In his classic “Economics in One Lesson,” Henry Hazlitt wrote: “The art of economics consists in looking not merely at the immediate but at the longer effects of any act or policy; it consists in tracing the consequences of that policy not merely for one group but for all groups.” 1
Change “economics” to “healthcare,” and you have a useful guide for medical practices challenged to deliver quality care while controlling costs: Think about long-term consequences for all.
From short-term goals to new thinking
It’s natural for practices initially to embrace Electronic Health Records (EHR) to meet short-term goals: Easier documentation, faster workflows, better compliance.
But when you consider the inexorable rise of healthcare spending in the U.S., it is clear that healthcare IT must do a lot more.
Between 1960 and 2016, according to data compiled by the Centers for Medicare & Medicaid Services, per-capita, inflation-adjusted spending rose by more than eight times, from $1,250 per person (in 2016 dollars) to $10,500 per person.
Controlling costs requires long-term thinking about every aspect of healthcare.
Using the power of the human voice
Documentation by computer is easier and faster than writing Progress Notes by hand. But using eClinicalWorks Scribe® in conjunction with voice-recognition technology is another quantum leap forward, capable of saving practitioners minutes with every patient encounter.
Over a year, that can save hundreds of hours. Providers can use that time to improve patient care or improve their own work/life balance. That, in turn, can save some of the estimated $4.6 billion lost in the U.S. annually due to provider burnout. 2
Improve chronic disease management
Beyond the EHR for documentation, providers need Population Health tools for proper risk assessment, managing chronic conditions, developing care plans, and tracking patients moving among care settings. Such tools can help improve outcomes and reduce hospital readmissions, thus lowering costs.
Seeing further through interoperability networks
One of the most powerful tools available to eClinicalWorks practices is interoperability.
By activating the Carequality and CommonWell networks in the EHR, providers have access to the most complete patient records available from Epic and Cerner hospitals, enabling them to address patients’ current needs and anticipate future ones. That means fewer missed diagnoses, a reduction in ER visits and hospitalizations, and lower healthcare costs.
Understand the social aspects of care
By working with a true healthcare IT partner such as eClinicalWorks, more than 800 Community Health Centers nationwide are investing in the long-term thinking needed to solve the quality/cost puzzle.
They are using data analytics to better reach patients with unmet medical needs.

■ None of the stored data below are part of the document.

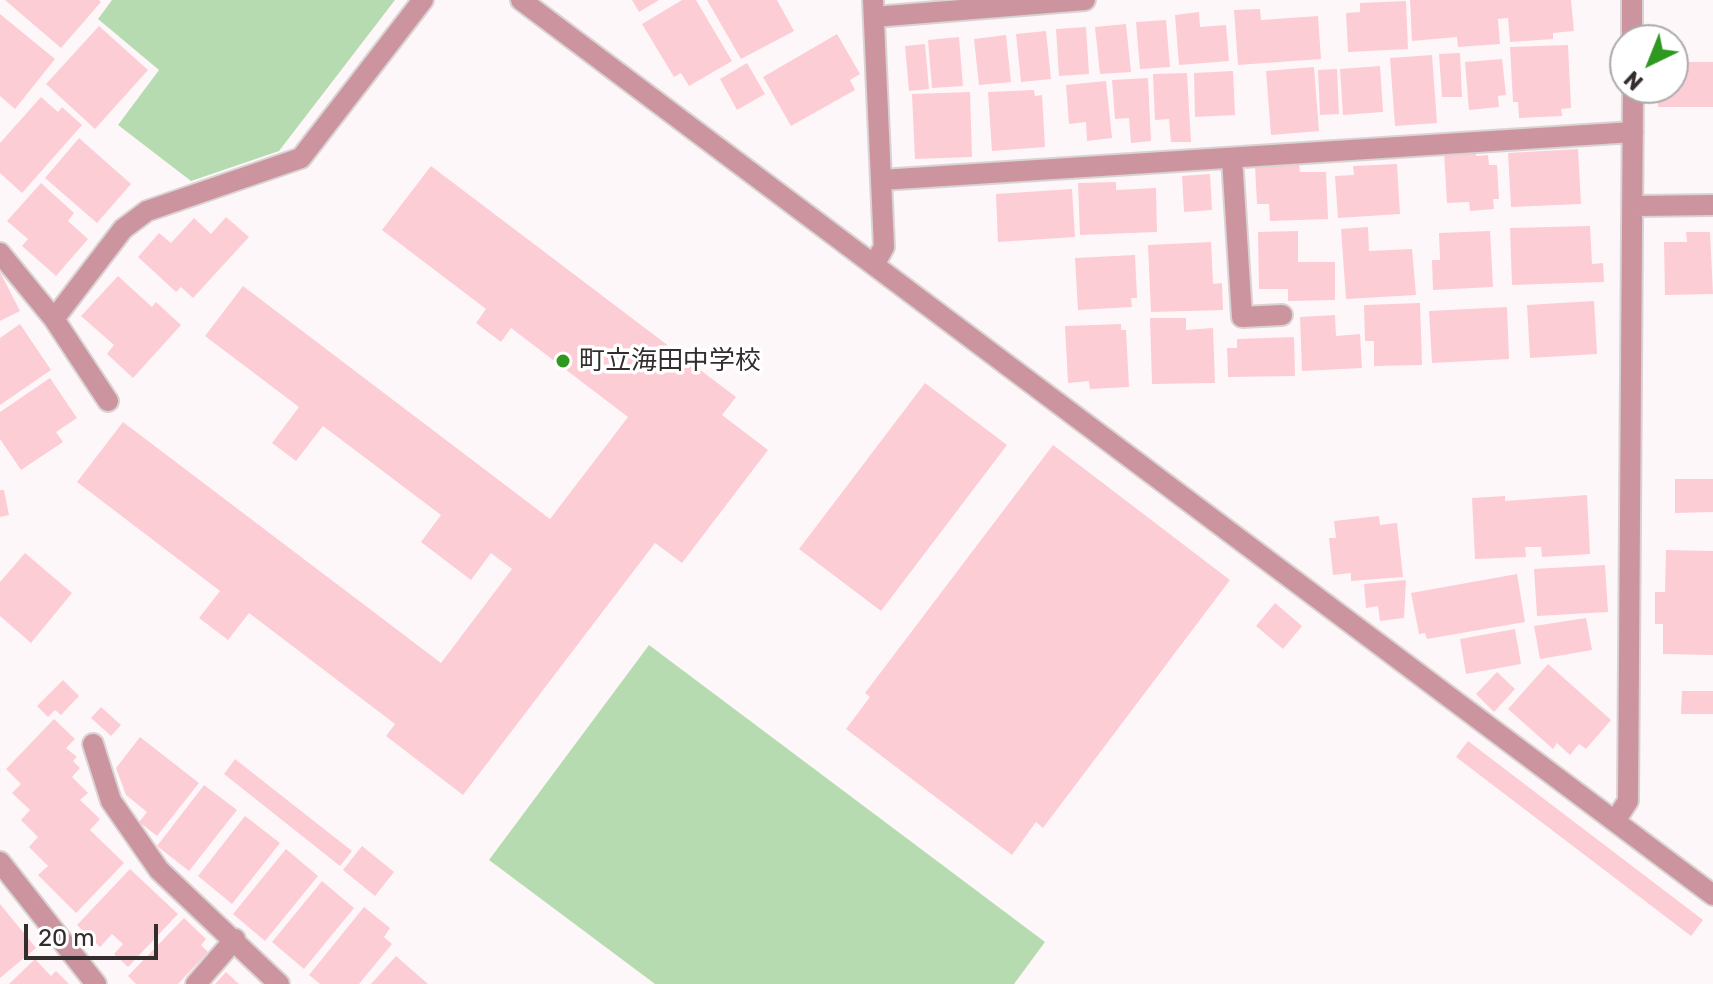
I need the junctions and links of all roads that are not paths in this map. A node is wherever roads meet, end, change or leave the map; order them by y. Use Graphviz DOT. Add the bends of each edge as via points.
graph roads {
  1 [pos="423,0"];
  2 [pos="521,0"];
  3 [pos="1085,0"];
  4 [pos="1632,0"];
  5 [pos="873,9"];
  6 [pos="1632,24"];
  7 [pos="1633,104"];
  8 [pos="1633,132"];
  9 [pos="1232,158"];
  10 [pos="881,180"];
  11 [pos="1713,205"];
  12 [pos="1635,206"];
  13 [pos="0,253"];
  14 [pos="875,263"];
  15 [pos="1282,315"];
  16 [pos="54,319"];
  17 [pos="108,401"];
  18 [pos="93,744"];
  19 [pos="1615,821"];
  20 [pos="0,862"];
  21 [pos="1713,895"];
  22 [pos="235,939"];
  23 [pos="96,984"];
  24 [pos="196,984"];
  25 [pos="279,984"];
  1 -- 16 [label="street" via="301,158 147,211 123,229"];
  2 -- 14 [label="street"];
  3 -- 5 [label="street"];
  4 -- 6 [label="street"];
  5 -- 10 [label="street"];
  7 -- 8 [label="street"];
  8 -- 9 [label="street"];
  8 -- 12 [label="street"];
  9 -- 10 [label="street"];
  9 -- 15 [label="street" via="1242,317"];
  10 -- 14 [label="street" via="884,247"];
  11 -- 12 [label="street"];
  12 -- 19 [label="street" via="1628,801"];
  13 -- 16 [label="street"];
  14 -- 19 [label="street"];
  16 -- 17 [label="street"];
  18 -- 22 [label="street" via="111,801 159,870"];
  19 -- 21 [label="street"];
  20 -- 23 [label="street"];
  22 -- 24 [label="street"];
  22 -- 25 [label="street"];
}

They are using Social Determinants of Health to guide the allocation of limited healthcare resources.
By reaching millions of poor, rural, and medically underserved Americans, health centers are illustrating the second part of Hazlitt’s classic lesson — thinking of the consequences of actions for all groups.
Invest in tools and training
Achieving great value for Americas’ healthcare dollars will obviously take more than one lesson, but practices that invest in tools and training are engaged in the long-term thinking vital for meeting the needs of today and tomorrow.